What I did instead was to refresh everyone's memory of what the Electoral College is and does, even down to knowing that it meets on the first Monday after the second Wednesday in December (12/17 this year). The Electoral College remains a mysterious, anachronistic procedure to nearly all Americans, and I pledged to open the window on it by blogging all about it. No one else stated the intention to do anything of the sort. It probably helped as well that I was the very first candidate to make my pitch.

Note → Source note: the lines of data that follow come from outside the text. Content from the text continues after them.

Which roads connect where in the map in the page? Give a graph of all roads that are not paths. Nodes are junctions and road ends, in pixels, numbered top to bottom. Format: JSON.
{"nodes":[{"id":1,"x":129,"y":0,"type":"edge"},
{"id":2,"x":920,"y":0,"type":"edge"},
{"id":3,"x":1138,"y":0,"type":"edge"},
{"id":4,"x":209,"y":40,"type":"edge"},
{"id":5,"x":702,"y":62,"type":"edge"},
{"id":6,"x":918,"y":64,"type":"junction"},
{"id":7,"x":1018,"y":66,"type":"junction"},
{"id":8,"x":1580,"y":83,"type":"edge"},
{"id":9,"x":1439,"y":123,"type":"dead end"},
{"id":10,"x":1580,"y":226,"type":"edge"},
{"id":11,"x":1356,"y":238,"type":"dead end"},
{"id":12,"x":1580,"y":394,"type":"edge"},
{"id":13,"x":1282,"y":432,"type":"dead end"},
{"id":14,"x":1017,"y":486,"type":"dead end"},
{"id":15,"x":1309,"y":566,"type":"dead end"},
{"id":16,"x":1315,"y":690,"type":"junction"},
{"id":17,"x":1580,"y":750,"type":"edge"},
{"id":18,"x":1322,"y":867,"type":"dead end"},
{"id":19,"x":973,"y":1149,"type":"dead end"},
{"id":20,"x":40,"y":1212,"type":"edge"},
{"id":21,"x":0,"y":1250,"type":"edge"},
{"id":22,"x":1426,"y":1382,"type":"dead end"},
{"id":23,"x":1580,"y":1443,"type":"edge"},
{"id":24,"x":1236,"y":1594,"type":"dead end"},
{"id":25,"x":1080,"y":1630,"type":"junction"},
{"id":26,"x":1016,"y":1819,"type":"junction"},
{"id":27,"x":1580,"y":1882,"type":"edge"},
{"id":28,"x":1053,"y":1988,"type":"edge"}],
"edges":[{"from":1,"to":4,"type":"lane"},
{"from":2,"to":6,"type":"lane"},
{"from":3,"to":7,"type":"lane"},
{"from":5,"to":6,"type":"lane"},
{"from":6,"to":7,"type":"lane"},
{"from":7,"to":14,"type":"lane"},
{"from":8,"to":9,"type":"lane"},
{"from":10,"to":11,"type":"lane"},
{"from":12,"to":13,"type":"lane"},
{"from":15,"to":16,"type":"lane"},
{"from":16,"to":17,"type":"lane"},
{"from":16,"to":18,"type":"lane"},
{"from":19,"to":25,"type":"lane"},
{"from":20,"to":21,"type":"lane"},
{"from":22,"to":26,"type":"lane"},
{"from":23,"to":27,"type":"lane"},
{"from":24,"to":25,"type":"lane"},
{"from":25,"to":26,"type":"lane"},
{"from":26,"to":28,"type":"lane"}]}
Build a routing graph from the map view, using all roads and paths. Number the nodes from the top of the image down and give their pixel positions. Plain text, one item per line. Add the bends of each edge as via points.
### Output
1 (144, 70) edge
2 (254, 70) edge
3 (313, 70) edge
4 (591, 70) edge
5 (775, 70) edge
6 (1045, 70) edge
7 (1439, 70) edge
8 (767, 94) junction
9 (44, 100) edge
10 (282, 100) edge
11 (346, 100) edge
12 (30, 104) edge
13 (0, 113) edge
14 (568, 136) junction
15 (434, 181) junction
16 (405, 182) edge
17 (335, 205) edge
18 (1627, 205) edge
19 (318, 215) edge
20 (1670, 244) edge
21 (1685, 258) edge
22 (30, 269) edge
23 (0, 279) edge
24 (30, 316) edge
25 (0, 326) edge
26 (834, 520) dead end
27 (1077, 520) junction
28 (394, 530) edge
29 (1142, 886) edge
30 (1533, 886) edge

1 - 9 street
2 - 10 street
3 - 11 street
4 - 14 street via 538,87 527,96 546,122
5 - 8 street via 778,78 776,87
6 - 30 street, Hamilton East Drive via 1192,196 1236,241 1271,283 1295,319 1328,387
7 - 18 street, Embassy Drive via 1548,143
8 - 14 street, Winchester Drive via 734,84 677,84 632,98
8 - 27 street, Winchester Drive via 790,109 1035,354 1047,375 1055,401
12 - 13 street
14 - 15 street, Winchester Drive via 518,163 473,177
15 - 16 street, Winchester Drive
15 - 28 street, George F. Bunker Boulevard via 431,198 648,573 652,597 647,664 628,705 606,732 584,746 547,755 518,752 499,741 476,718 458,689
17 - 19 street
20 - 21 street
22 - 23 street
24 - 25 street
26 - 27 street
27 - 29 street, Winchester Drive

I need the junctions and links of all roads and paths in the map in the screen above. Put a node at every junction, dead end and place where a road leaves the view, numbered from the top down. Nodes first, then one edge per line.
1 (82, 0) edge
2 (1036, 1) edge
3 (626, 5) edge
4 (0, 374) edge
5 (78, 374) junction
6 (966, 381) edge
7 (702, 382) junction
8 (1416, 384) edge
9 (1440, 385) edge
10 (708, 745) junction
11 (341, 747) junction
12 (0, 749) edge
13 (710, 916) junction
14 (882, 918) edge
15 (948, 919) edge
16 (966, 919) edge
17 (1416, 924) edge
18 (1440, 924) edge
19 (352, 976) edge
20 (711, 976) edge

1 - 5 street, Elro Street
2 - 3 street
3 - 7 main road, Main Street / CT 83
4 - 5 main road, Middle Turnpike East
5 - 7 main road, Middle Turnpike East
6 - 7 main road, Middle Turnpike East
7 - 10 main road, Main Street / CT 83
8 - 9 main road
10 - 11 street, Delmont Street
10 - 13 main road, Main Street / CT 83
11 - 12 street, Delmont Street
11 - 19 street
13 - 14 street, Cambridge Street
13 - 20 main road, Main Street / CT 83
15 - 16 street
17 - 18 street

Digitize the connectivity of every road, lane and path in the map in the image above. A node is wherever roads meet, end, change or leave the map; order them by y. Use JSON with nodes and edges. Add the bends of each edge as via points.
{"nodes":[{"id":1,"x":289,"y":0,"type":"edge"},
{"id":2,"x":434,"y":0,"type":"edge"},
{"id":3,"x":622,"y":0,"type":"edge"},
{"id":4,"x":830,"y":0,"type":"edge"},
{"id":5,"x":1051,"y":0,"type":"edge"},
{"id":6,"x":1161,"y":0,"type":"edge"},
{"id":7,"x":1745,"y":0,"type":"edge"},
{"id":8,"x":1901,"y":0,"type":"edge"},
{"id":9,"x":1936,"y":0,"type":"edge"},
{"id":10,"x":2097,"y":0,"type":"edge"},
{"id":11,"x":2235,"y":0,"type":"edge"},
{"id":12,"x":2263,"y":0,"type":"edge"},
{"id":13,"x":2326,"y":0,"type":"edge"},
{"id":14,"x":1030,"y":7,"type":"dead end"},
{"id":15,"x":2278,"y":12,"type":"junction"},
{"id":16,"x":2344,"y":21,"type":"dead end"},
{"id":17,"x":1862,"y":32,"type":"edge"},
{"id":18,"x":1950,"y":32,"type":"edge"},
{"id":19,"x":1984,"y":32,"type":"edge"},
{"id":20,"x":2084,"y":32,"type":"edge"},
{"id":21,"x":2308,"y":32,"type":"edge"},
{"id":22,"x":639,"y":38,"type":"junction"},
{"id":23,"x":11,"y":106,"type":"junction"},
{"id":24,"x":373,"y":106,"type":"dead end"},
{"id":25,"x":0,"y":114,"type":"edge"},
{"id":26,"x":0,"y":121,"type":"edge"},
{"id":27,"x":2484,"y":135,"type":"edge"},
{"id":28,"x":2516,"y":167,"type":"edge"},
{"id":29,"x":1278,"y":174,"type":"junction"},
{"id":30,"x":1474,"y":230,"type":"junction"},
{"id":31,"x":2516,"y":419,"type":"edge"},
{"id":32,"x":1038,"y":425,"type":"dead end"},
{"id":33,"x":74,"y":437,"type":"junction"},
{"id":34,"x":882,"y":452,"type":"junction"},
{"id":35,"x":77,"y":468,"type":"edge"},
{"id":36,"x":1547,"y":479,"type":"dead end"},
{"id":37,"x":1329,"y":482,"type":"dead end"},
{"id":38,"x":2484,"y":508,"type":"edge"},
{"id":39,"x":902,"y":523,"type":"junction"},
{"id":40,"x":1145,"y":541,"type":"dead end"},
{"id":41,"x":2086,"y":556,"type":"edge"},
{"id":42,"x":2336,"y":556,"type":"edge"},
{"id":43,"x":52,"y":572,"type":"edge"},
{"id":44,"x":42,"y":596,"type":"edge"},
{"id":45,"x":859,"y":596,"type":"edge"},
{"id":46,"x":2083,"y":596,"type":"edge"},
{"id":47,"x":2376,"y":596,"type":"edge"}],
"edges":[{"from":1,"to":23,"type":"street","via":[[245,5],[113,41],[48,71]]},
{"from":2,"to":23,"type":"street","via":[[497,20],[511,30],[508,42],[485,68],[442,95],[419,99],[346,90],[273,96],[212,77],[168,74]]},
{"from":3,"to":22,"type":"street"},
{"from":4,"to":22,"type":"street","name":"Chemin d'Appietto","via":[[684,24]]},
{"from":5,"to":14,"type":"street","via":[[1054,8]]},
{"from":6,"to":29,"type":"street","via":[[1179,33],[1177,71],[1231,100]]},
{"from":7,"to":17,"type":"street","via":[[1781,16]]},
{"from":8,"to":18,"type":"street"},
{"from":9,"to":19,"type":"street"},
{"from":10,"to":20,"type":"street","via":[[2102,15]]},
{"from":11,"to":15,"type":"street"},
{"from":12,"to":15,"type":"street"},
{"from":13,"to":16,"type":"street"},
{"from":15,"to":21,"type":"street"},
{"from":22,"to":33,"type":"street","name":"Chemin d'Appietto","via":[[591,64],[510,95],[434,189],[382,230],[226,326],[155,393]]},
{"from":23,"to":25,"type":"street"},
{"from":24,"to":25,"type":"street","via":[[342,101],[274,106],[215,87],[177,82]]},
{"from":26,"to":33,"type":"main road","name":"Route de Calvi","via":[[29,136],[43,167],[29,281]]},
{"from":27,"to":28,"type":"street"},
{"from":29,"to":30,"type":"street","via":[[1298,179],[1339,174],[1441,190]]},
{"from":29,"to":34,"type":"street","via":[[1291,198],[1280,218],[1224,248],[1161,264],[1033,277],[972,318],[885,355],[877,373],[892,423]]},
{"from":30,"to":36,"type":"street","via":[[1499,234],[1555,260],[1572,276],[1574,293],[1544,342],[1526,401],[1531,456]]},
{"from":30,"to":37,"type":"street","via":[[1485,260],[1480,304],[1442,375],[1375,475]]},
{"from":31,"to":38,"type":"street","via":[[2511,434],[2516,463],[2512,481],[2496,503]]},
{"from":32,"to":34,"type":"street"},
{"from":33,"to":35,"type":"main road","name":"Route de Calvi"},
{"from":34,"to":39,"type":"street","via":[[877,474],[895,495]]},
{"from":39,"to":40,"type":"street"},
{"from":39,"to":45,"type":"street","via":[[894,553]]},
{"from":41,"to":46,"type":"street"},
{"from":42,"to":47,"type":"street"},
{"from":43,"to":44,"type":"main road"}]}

As far as I know, nobody has ever blogged about the Electoral College from the inside, from the viewpoint of a participant. The closest I could find in a dKos diary is My son voted for Barack Obama today, which gives no information whatsoever about the ceremony itself; the diarist doesn't even mention his/her son's state. Two other 2008 diaries reflect what public observers saw of the Electoral College ceremonies in Vermont and Maine.
As you've long since figured out, I was one of the two highest vote-getters at the WA-07 caucus. "Astonished" doesn't really come close to my reaction upon hearing my name called. The other finalist was a woman, so we didn't have to concern ourselves with the loser-gets-nothing scenario. One of us would be the Elector, the other would be the Alternate Elector.
In the end, she received more votes than I did on the second ballot. So unless something untoward happens to her (I promised not to let the air out of her tires), I won't have the opportunity to affix my signature to Washington's Certificate of Ascertainment. But I will most definitely be on hand to participate as much as it is possible for an Alternate to do.
That is, if more Washington voters cast ballots for the potential Electors supporting Obama/Biden than for the Elector-candidates backing Romney/Whoever.